После того, как она вымыла все свое тело, она берет шампунь.

— Вымой мне голову, — просит она, в ее голосе больше нет резкости.

Она протягивает мне флакон, проливая немного шампуня мне на руки. Я массирую ей кожу головы и наблюдаю, как расслабляется ее тело. Валентина прислоняет голову к моему плечу, пока я пытаюсь вымыть ей волосы, насколько это в моих силах. Это трудно, но адреналин, который бушевал в ее венах несколько минут назад, официально иссяк. То, как она растворяется во мне, показывает, что у нее больше нет достаточно сил, чтобы стоять самостоятельно.

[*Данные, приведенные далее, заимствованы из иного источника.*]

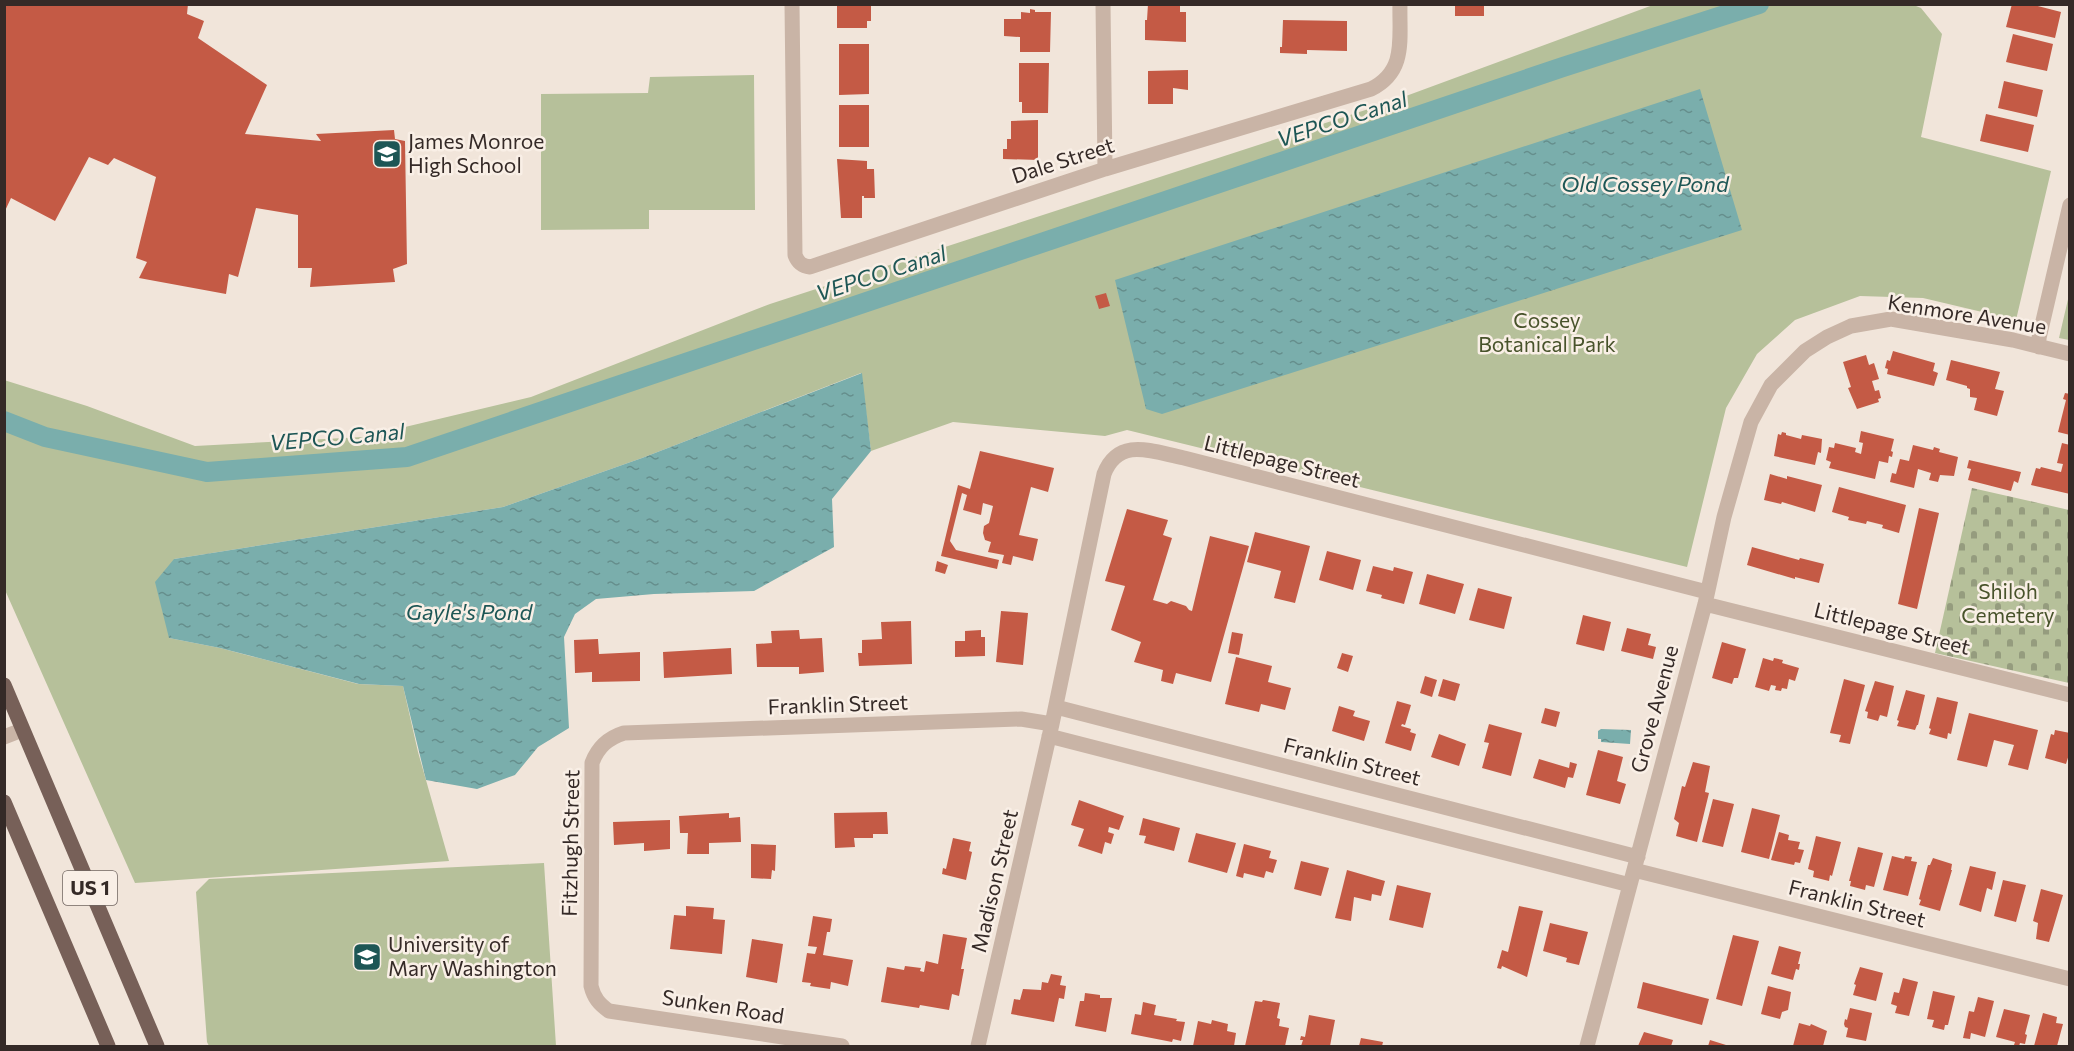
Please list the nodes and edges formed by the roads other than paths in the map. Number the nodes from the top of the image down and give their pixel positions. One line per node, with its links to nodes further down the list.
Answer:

Убедившись, что ее шелковистые волосы чистые, я в спешке смываю шампунь и закрываю кран. Ее тело безвольно прижимается к моему, нуждаясь в том, чтобы я помог ей выйти из душа. Вытирая ее тело пушистым полотенцем, я беру ее на руки и несу Валентину обратно в комнату. Если бы у нее было больше энергии, я бы расчесал ей волосы, чтобы они потом не были в беспорядке, но ее веки уже слишком тяжелые, чтобы она могла держать их открытыми.

Я натягиваю одеяло ей на плечи и оставляю целомудренный поцелуй на ее виске. Решив, что лучше дать ей отдохнуть, я на мягких ногах подхожу к ее двери, но останавливаюсь, когда снова слышу ее голос.

— Спасибо.

Это все, что она говорит, прежде чем сон уносит ее в такое место, где я могу только надеяться, что душевная боль не коснется ее.

КУЭЙД

Когда мы с Логаном возвращаемся из супермаркета, Картер сидит на лестнице, ожидая нас. Его черные волосы мокрые, и он одет в спортивные штаны отца Вэл. Я не спрашиваю, что случилось, но вместо этого иду на кухню с бумажными пакетами, которые держу в руках. Я раскладываю все именно в тех местах, которые, я знаю, оставил бы мистер Э. В конце концов, это был и мой дом.